Exercise materials:
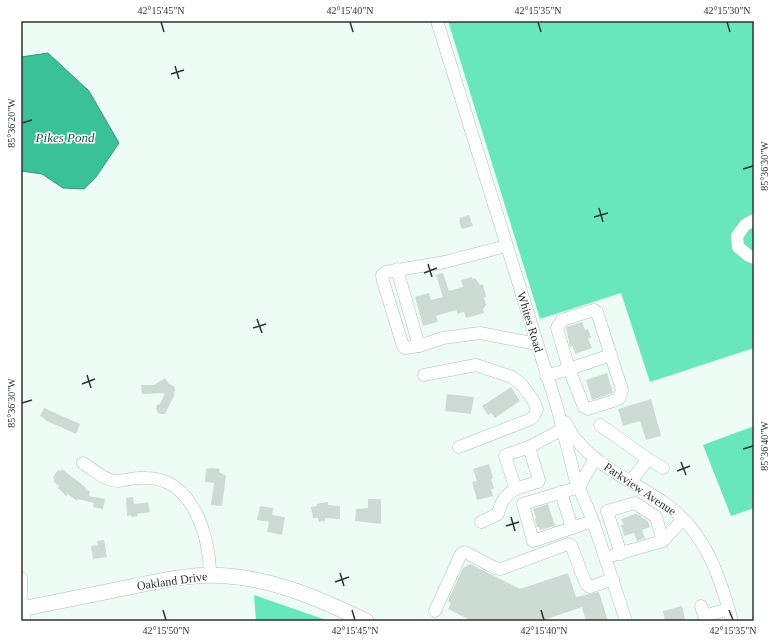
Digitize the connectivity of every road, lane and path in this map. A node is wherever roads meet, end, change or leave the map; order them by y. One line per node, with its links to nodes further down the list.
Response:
1 (437, 21): 3 (street, Whites Road)
2 (754, 220): 4 (street)
3 (506, 246): 5 (street); 6 (street, Whites Road)
4 (754, 258)
5 (397, 269): 7 (street); 7 (street)
6 (537, 344): 7 (street); 11 (street, Whites Road)
7 (420, 346)
8 (611, 355): 9 (street); 9 (street); 9 (street)
9 (569, 369): 11 (street)
10 (424, 375): 13 (street)
11 (546, 376): 12 (street, Whites Road)
12 (556, 405): 13 (street); 15 (street, Whites Road); 18 (street, Parkview Avenue)
13 (537, 409): 16 (street)
14 (600, 425): 19 (street)
15 (563, 429): 17 (street); 23 (street, Whites Road)
16 (459, 447)
17 (529, 447): 24 (street); 24 (street)
18 (595, 458): 22 (street, Parkview Avenue); 23 (street)
19 (648, 459): 21 (street); 22 (street)
20 (83, 463): 33 (street)
21 (663, 468)
22 (631, 481): 26 (street, Parkview Avenue)
23 (578, 487): 25 (street); 27 (street, Whites Road)
24 (516, 489): 28 (street)
25 (561, 492): 29 (street); 29 (street)
26 (683, 519): 30 (street); 37 (street, Parkview Avenue)
27 (594, 521): 29 (street); 32 (street, Whites Road)
28 (481, 522)
29 (572, 528)
30 (663, 542): 31 (street); 31 (street)
31 (621, 554): 32 (street)
32 (606, 558): 35 (street, Whites Road)
33 (210, 575): 39 (main road, Oakland Drive); 40 (main road, Oakland Drive)
34 (21, 578): 39 (street)
35 (613, 579): 38 (street); 41 (street, Whites Road)
36 (701, 606): 37 (street)
37 (728, 609): 42 (street, Parkview Avenue)
38 (435, 611)
39 (23, 613)
40 (366, 621)
41 (626, 621)
42 (732, 621)

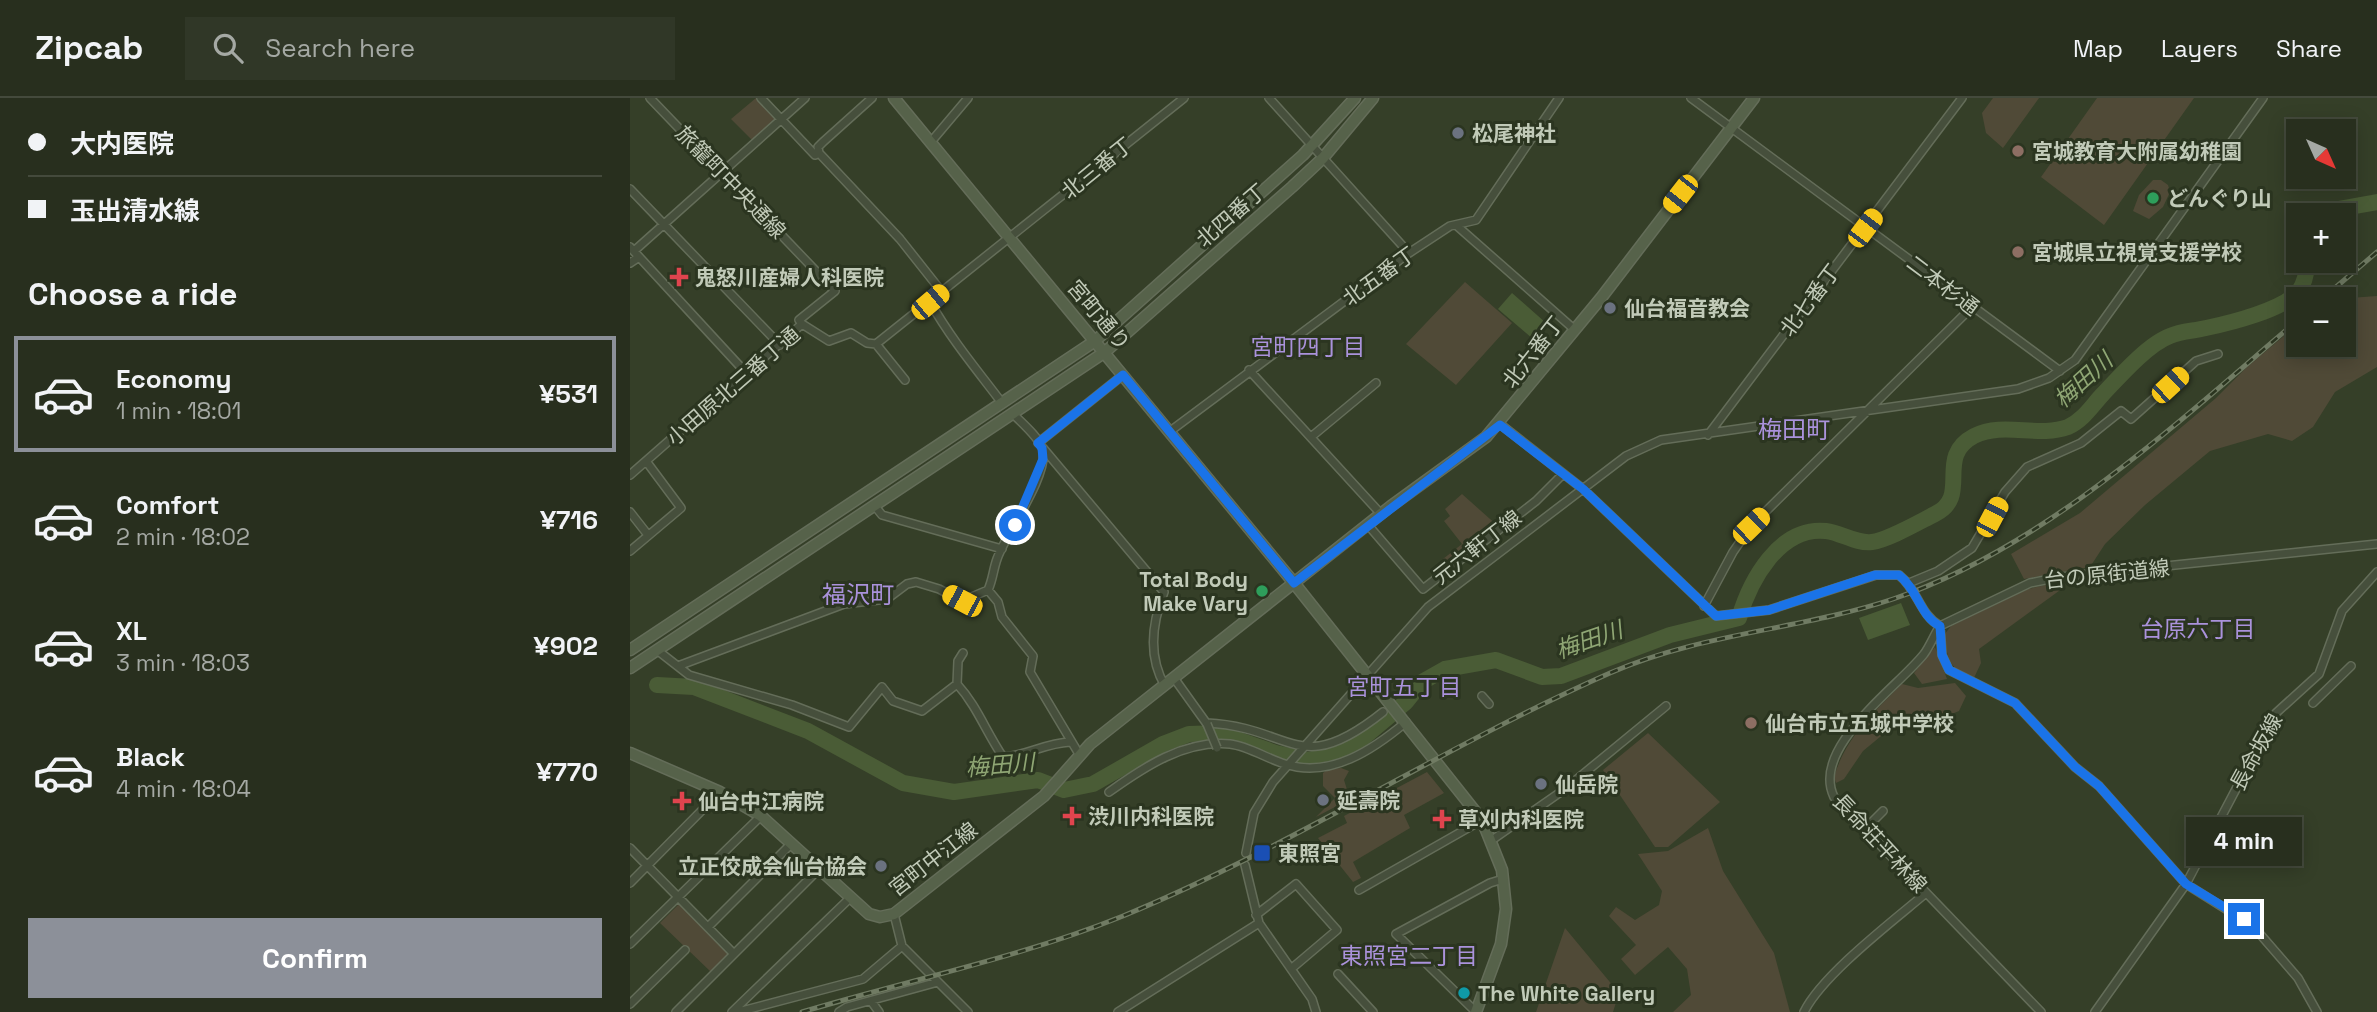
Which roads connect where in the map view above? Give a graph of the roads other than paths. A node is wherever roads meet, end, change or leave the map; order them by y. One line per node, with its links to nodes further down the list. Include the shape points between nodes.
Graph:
1 (650, 98): 22 (street, 旅籠町中央通線)
2 (761, 98): 16 (street)
3 (805, 98): 16 (street)
4 (872, 98): 20 (street, via 822,142)
5 (894, 98): 18 (street, 宮町通り)
6 (968, 98): 18 (street)
7 (1184, 98): 27 (street, 北三番丁)
8 (1269, 98): 19 (street)
9 (1355, 98): 19 (street, 北四番丁)
10 (1373, 98): 21 (street, 北四番丁)
11 (1559, 98): 25 (street, 北五番丁, via 1476,220)
12 (1691, 98): 17 (street, 二本杉通)
13 (1754, 98): 17 (street, 北六番丁)
14 (1962, 98): 26 (street, 北七番丁)
15 (2263, 98): 42 (street, via 2082,350)
16 (780, 121): 20 (street, via 815,155); 22 (street)
17 (1731, 128): 26 (street, 二本杉通); 35 (street, 北六番丁)
18 (930, 142): 27 (street, 宮町通り)
19 (1312, 146): 21 (street); 36 (street, 北四番丁)
20 (819, 153): 31 (street)
21 (1323, 158): 29 (street); 39 (street, 北四番丁)
22 (723, 174): 24 (street); 34 (street, 旅籠町中央通線, via 835,291 799,320)
23 (630, 189): 24 (street)
24 (664, 225): 28 (street); 38 (street)
25 (1456, 225): 29 (street, 北五番丁); 35 (street)
26 (1865, 228): 33 (street, 二本杉通); 52 (street, 北七番丁)
27 (1010, 238): 31 (street); 36 (street, 宮町通り)
28 (634, 252): 30 (street); 43 (street)
29 (1409, 253): 41 (street, 北五番丁)
30 (630, 264)
31 (943, 292): 32 (street)
32 (930, 302): 37 (street); 47 (street, via 955,346 978,368)
33 (1972, 307): 42 (street, 二本杉通); 48 (street)
34 (802, 324): 37 (street, 小田原北三番丁通, via 829,341 851,333); 38 (street, 小田原北三番丁通)
35 (1574, 330): 50 (street, 北六番丁)
36 (1095, 341): 39 (street, 宮町通り); 47 (street, 北四番丁)
37 (876, 344): 45 (street)
38 (780, 345): 43 (street, 小田原北三番丁通)
39 (1105, 352): 44 (street, 宮町通り); 49 (street, 北四番丁)
40 (2218, 354): 69 (street, via 2196,361 2131,419 2121,411 2081,443 2027,467 2005,492 1972,548 1938,571)
41 (1249, 370): 51 (street, 北五番丁); 53 (street)
42 (2060, 372): 48 (street, via 2018,389)
43 (747, 374): 55 (street, 小田原北三番丁通)
44 (1123, 375): 51 (street, 宮町通り); 54 (street)
45 (905, 380)
46 (1376, 383): 53 (street)
47 (1002, 403): 73 (street, 北四番丁)
48 (1867, 412): 52 (street); 71 (street, via 1751,526)
49 (1012, 413): 54 (street); 59 (street, 北四番丁)
50 (1500, 425): 57 (street); 61 (street, 北六番丁)
51 (1169, 432): 68 (street, 宮町通り)
52 (1709, 435): 58 (street, via 1661,440 1626,456)
53 (1311, 437): 61 (street)
54 (1040, 445): 65 (street, via 1043,459 1028,501); 81 (street, via 1164,592 1156,615 1153,656)
55 (646, 461): 56 (street, 小田原北三番丁通); 63 (street, via 681,508)
56 (630, 475)
57 (1562, 475): 58 (street); 62 (street, 元六軒丁線, via 1536,501 1423,589)
58 (1583, 489): 71 (street); 80 (street, via 1428,607)
59 (874, 505): 65 (street, via 882,516); 74 (street, 北四番丁)
60 (630, 512): 63 (street)
61 (1381, 514): 62 (street, 北六番丁)
62 (1368, 525): 68 (street, 北六番丁)
63 (648, 535): 66 (street)
64 (2377, 544): 72 (street, 台の原街道線, via 2060,577 2030,583)
65 (1002, 550): 70 (street)
66 (630, 551)
67 (2377, 572): 79 (street, 長命坂線, via 2342,611)
68 (1294, 583): 80 (street, 宮町通り); 81 (street)
69 (1909, 583): 71 (street, via 1899,575 1875,575 1769,610 1716,616); 72 (street, via 1929,620)
70 (988, 590): 76 (street, via 962,601 916,582 887,599 844,604); 91 (street, via 1002,617 1033,656 1030,672)
71 (1704, 606)
72 (1940, 626): 102 (street, 長命荘平林線, via 1924,654 1850,732 1830,771 1834,797); 112 (street, via 1942,655 1949,670 2015,703 2099,786)
73 (630, 650)
74 (657, 650): 76 (street); 78 (street, 北四番丁)
75 (963, 653): 82 (street)
76 (678, 666): 82 (street, via 689,675 849,727 882,687 893,701 922,711)
77 (2351, 666): 83 (street)
78 (630, 668)
79 (2319, 674): 83 (street); 112 (street, 長命坂線, via 2276,713)
80 (1367, 675): 88 (street, 宮町通り); 93 (street)
81 (1170, 682): 90 (street); 95 (street)
82 (957, 684): 91 (street, via 974,703 1003,757 1049,743)
83 (2330, 686): 85 (street)
84 (1482, 696): 86 (street)
85 (2314, 703)
86 (1489, 704)
87 (1666, 706): 103 (street, via 1565,789)
88 (1388, 709): 89 (street, 宮町通り); 93 (street, via 1349,738)
89 (1406, 721): 96 (street, via 1345,762); 101 (street, 宮町通り)
90 (1207, 723): 92 (street, bridge); 93 (street, via 1233,724)
91 (1070, 742): 95 (street)
92 (1217, 748)
93 (1303, 749): 96 (street)
94 (630, 752): 97 (street, 宮町中江線)
95 (1079, 754): 117 (street, 宮町中江線, via 1047,792)
96 (1289, 765): 98 (street, via 1232,744 1194,747 1144,767); 106 (street, via 1259,803)
97 (720, 792): 100 (street, 宮町中江線); 108 (street)
98 (1109, 792)
99 (1883, 810): 102 (street)
100 (761, 816): 104 (street, 宮町中江線); 115 (street)
101 (1482, 820): 103 (street, 宮町通り); 113 (street)
102 (1865, 830): 114 (street, 長命荘平林線)
103 (1492, 840): 110 (street, 宮町通り)
104 (792, 843): 109 (street, 宮町中江線); 120 (street)
105 (630, 848): 108 (street)
106 (1246, 853)
107 (1245, 865): 118 (street)
108 (648, 866): 111 (street); 115 (street)
109 (819, 869): 116 (street, 宮町中江線); 124 (street)
110 (1503, 879): 139 (street, 宮町通り, via 1506,909 1501,944); 139 (street, via 1396,934)
111 (630, 883)
112 (2186, 884): 142 (street, 長命坂線); 143 (street, via 2253,926 2298,978)
113 (1359, 890)
114 (1926, 893): 140 (street, via 1863,947); 141 (street, 長命荘平林線)
115 (678, 897): 120 (street); 121 (street)
116 (850, 898): 117 (street, 宮町中江線, via 869,914); 131 (street)
117 (894, 914): 122 (street)
118 (1256, 915): 119 (street); 125 (street, via 1296,883 1337,930)
119 (1259, 923): 125 (street); 136 (street)
120 (708, 927): 124 (street)
121 (630, 944)
122 (902, 946): 127 (street); 132 (street, via 863,979)
123 (685, 950): 129 (street)
124 (734, 954): 130 (street)
125 (1291, 969): 137 (street)
126 (1338, 974): 138 (street)
127 (938, 982): 128 (street); 135 (street)
128 (871, 1001): 133 (street); 134 (street)
129 (630, 1004)
130 (676, 1012)
131 (732, 1012)
132 (738, 1012)
133 (839, 1012)
134 (878, 1012)
135 (967, 1012)
136 (1118, 1012)
137 (1316, 1012)
138 (1373, 1012)
139 (1476, 1012)
140 (1804, 1012)
141 (2041, 1012)
142 (2095, 1012)
143 (2317, 1012)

Your assignment: Look for the string "北六番丁" in the data above and return every line that has it.

Reply to the exercise:
13 (1754, 98): 17 (street, 北六番丁)
17 (1731, 128): 26 (street, 二本杉通); 35 (street, 北六番丁)
35 (1574, 330): 50 (street, 北六番丁)
50 (1500, 425): 57 (street); 61 (street, 北六番丁)
61 (1381, 514): 62 (street, 北六番丁)
62 (1368, 525): 68 (street, 北六番丁)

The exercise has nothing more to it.